His votes against the Martin Luther King, Jr. holiday and other
more substantive civil rights legislation are well documented.
Throughout the 1980s, Lott contributed a regular column to the
Citizen Informer, a newsletter published by the Council of Conservative
Citizens, and appeared in recruiting videos for an organization
called the Sons of Confederate Veterans.
It is a
little known fact that during the Reagan-Bush retrenchment a
Neo-Confederate movement emerged across the Deep South. Lott
was a key player and often boasted that Republican Party programs
were reviving "the spirit of Jefferson Davis," the
former president of the Confederacy. The Council of Conservative
Citizens, known as the "uptown Klan," was a direct
descendant of the radical segregationist White Citizens' Councils
of the 1950s.
What does
all this have to do with Mexicans and other Spanish-speaking
groups? Over the last decade, Mexican and Latino immigrants
have moved in large numbers into the old Confederacy. According
to the most recent census, the increase in Latinos between 1990
and 2000 in North Carolina was 393.9%, in Arkansas 323.3%, in
Georgia 299.6%, and in Tennessee 278.2%. In Lott's home state,
the number of Latinos more than doubled. Whereas in 1990 only
19 of the state's 82 counties had 200 or more Latino residents,
by 2000 more than half or 48 counties had 200 or more. And these
numbers are probably too low given the census bureau's track
record of undercounting Latinos.
From a Chicano
perspective, a number of interesting questions arise from these
demographic changes. Since most of the new Latinos in the South
are first-generation immigrants they have little if any knowledge
of the Chicano struggles for equal rights and the history of
anti-Mexican racism in the Southwest. As they enter a culture
based on black/white relations, these workers are unaware of
regional histories, past labor struggles, and the persistence
of long-standing "Southern values." In effect, they
are walking into a black/white universe like virtual aliens
from another planet.
The history
that is unknown to these recent immigrants is also unknown to
most white and African American progressives.
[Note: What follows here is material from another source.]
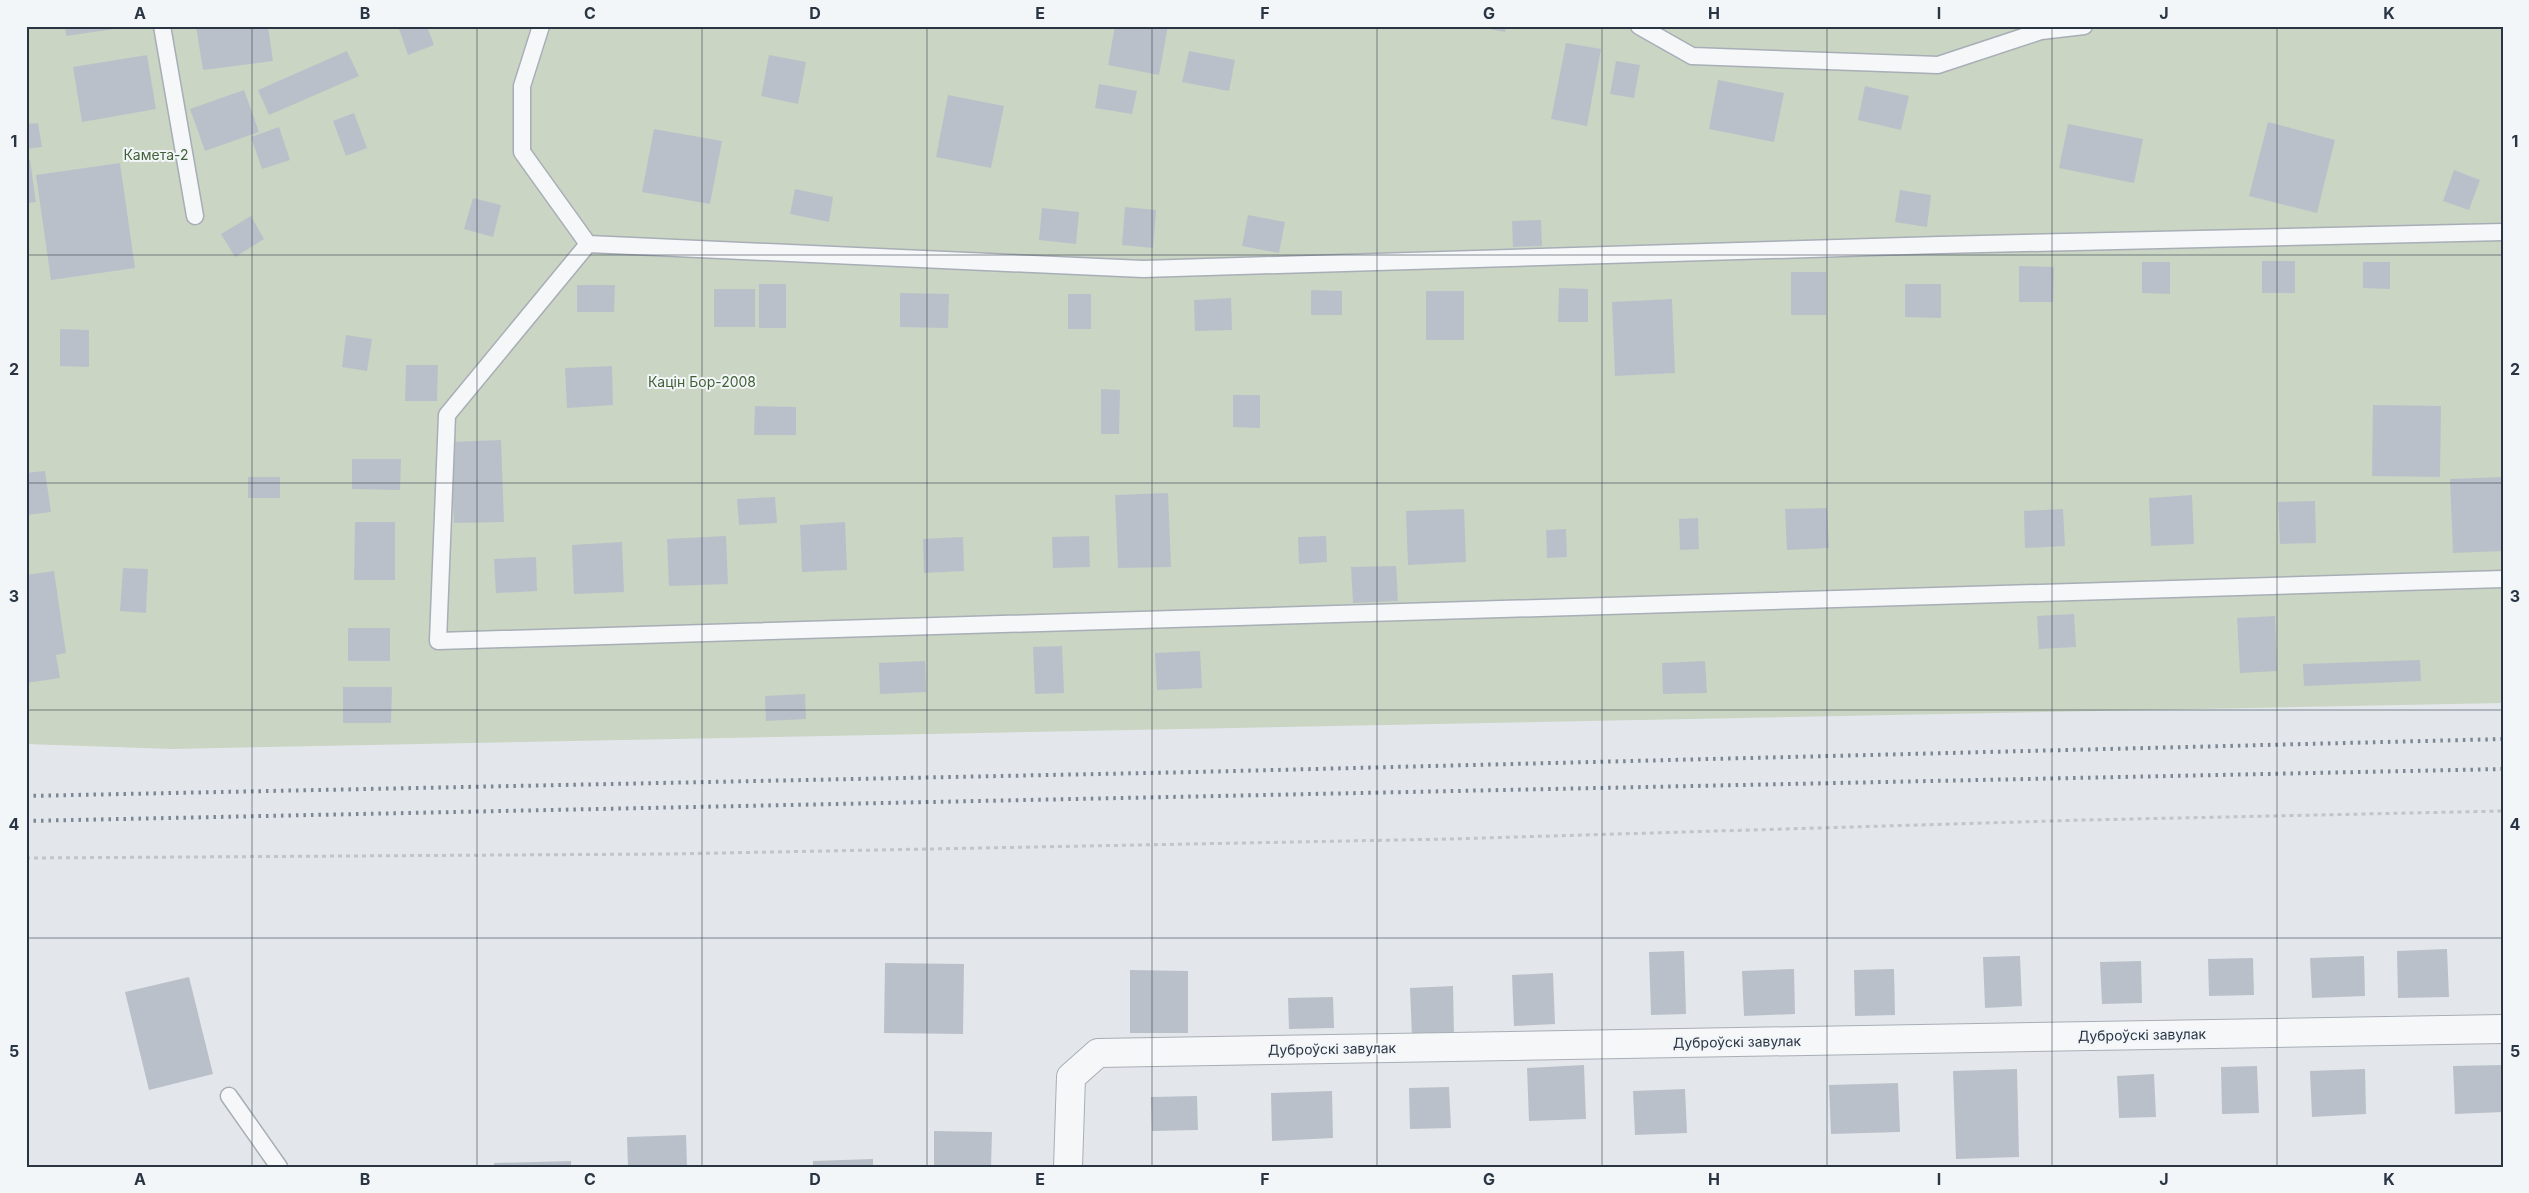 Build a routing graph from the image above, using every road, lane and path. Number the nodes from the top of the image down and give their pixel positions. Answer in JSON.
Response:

During the Viet
Nam War period, people of Mexican descent mounted a multi-faceted
social movement that included a labor sector (Cesar Chavez and
the United Farm Workers), a land redistribution fight in New
Mexico (Reies Tijerina), a political third party, an anti-war
sector, a Chicana feminist agenda, and a wide array of cultural
and political organizations demanding civil rights reform or
revolution and everything in between.
Contact
between Chicano and Black activists was often intense. In 1967,
Tijerina began a close relationship with SNCC, the Black Panthers,
and other militant groups. Chicanos participated in the New
Politics Conferences and the Poor People's Campaign. One of
Dr. King's planned stops after visiting striking sanitation
workers in Memphis in April of 1968 was to have been Delano,
California, and a meeting with Cesar Chavez. The meeting never
happened; the spectre of a Brown/Black coalition may have been
one reason why.
Fast forward
to the present. The recent influx of Spanish-speaking workers,
many of them in the lowest echelons of the poultry industry,
has not gone unnoticed by right-wing groups. A spokesman for
one of Senator Lott's preferred organizations, the Council of
Conservative Citizens, for example, declared in 1998: "The
litmus test is where do the politicians stand on immigration
and race. If we lose and we cease to exist, the new Mexican
majority will not preserve our Confederate flag or our Confederate
monuments because our people will be gone." The level of
white fear expressed here by Atlanta attorney Sam Dickson is
high, and we can only assume he is not alone in seeing Mexican
immigrants and their Mexican American children as a threat to
the kind of Southern society Strom Thurmond and Trent Lott continue
to promote.
The media
coverage of the Lott affair reminds of us of two important facts:
1) the discussion of race in the U.S. is still firmly grounded
in a narrow and antiquated black/white reality and 2) despite
the Republican Party's attempt to distance itself from Lott
and his ilk, it continues to be a party whose electoral victories
are totally dependent on the old Confederate core. The civil
rights voting record of new Senate Majority Leader Bill Frist
(R. Tenn.) on issues affecting Latinos, Blacks, women, and gays
is just as bad if not worse than that of Trent Lott.
What all
this will mean for the majority of Latinos (leaving aside the
extreme pro-Bush elements in Florida's Cuban community) remains
to be seen. How will the legacy of white supremacy in the South
affect Mexican immigrants and their children? To what extent
will working class Latinos learn the history of both the Black
and Chicano Civil Rights struggles of the 1960s and the coalitions
they produced? Will discrimination in education and housing
and economic inequality in general eventually lead to a new
Mexican American militancy that will rise up this time not in
the Southwest but deep in the heart of Dixie?
Jorge
Mariscal is an Associate Professor of Literature and Director
of the Chicano/a~Latino/a Arts and Humanities Program at the
University of California, San Diego.